(PROMPT)
Below are some records; copy each line in them that contains "north".

(DATA FOR THIS EXERCISE)

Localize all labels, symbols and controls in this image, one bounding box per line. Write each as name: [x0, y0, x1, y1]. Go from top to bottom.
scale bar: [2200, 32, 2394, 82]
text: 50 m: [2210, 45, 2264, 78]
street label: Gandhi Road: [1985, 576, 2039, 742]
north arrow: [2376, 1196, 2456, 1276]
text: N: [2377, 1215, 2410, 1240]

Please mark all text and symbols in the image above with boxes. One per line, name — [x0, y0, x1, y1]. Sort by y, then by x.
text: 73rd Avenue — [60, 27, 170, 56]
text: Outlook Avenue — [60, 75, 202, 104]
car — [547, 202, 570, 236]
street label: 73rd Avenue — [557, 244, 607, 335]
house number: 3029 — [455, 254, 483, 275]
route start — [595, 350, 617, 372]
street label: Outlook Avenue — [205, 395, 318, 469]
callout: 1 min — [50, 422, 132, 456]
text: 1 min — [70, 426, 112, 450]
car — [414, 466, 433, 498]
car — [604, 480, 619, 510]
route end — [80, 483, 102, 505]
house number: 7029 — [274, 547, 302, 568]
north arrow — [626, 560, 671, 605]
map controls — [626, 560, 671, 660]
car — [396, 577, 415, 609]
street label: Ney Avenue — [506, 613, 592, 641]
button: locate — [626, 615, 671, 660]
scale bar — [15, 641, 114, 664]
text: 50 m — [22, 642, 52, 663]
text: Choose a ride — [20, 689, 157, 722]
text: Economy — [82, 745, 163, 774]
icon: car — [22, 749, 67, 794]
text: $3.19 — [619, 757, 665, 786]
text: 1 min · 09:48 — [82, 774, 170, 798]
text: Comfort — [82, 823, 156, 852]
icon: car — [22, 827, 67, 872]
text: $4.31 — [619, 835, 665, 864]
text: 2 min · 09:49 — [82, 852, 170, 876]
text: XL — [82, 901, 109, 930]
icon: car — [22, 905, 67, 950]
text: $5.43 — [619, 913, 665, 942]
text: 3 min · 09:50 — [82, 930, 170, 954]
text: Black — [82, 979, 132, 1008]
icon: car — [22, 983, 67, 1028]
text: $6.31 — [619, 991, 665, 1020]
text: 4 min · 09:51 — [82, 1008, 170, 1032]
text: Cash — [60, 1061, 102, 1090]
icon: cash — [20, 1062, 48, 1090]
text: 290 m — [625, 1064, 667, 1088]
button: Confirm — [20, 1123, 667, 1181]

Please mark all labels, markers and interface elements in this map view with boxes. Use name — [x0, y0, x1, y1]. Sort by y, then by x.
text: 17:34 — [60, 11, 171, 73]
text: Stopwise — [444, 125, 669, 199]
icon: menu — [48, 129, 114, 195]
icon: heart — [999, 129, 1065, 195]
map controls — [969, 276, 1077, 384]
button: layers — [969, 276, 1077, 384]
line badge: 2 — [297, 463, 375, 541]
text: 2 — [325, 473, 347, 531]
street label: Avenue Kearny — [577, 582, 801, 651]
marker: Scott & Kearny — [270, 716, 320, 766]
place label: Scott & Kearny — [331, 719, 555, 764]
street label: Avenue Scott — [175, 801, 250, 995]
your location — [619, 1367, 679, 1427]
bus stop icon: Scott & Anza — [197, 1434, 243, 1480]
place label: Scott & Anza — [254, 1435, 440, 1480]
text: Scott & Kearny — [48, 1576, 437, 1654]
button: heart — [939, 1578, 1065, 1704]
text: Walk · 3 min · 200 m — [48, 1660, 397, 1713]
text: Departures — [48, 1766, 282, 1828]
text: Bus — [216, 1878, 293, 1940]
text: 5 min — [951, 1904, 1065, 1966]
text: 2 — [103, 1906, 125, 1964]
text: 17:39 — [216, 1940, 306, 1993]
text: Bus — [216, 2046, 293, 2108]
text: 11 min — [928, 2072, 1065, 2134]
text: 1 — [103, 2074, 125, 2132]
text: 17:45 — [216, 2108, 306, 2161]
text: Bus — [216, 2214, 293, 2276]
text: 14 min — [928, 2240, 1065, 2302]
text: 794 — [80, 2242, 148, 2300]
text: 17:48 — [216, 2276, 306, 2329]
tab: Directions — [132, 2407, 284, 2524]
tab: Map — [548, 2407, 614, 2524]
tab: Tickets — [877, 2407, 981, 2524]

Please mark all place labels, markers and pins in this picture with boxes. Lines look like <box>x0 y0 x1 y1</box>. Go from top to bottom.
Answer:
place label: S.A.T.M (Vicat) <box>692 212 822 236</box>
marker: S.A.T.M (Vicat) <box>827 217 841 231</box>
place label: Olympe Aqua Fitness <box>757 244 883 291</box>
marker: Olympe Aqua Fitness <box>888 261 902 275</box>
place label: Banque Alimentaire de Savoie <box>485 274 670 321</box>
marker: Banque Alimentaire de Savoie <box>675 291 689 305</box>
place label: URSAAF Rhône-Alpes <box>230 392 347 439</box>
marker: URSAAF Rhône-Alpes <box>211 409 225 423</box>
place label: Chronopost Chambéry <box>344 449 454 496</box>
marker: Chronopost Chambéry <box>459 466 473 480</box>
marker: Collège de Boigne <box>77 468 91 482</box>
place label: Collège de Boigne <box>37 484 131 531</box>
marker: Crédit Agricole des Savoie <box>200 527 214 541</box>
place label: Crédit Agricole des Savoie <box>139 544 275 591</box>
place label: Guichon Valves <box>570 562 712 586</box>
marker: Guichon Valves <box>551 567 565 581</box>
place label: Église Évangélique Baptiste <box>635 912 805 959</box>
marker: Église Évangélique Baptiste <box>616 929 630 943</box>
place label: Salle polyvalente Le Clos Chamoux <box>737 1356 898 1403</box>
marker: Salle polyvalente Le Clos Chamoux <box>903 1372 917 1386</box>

(EXERCISE SOLUTION)
north arrow: [2376, 1196, 2456, 1276]
north arrow — [626, 560, 671, 605]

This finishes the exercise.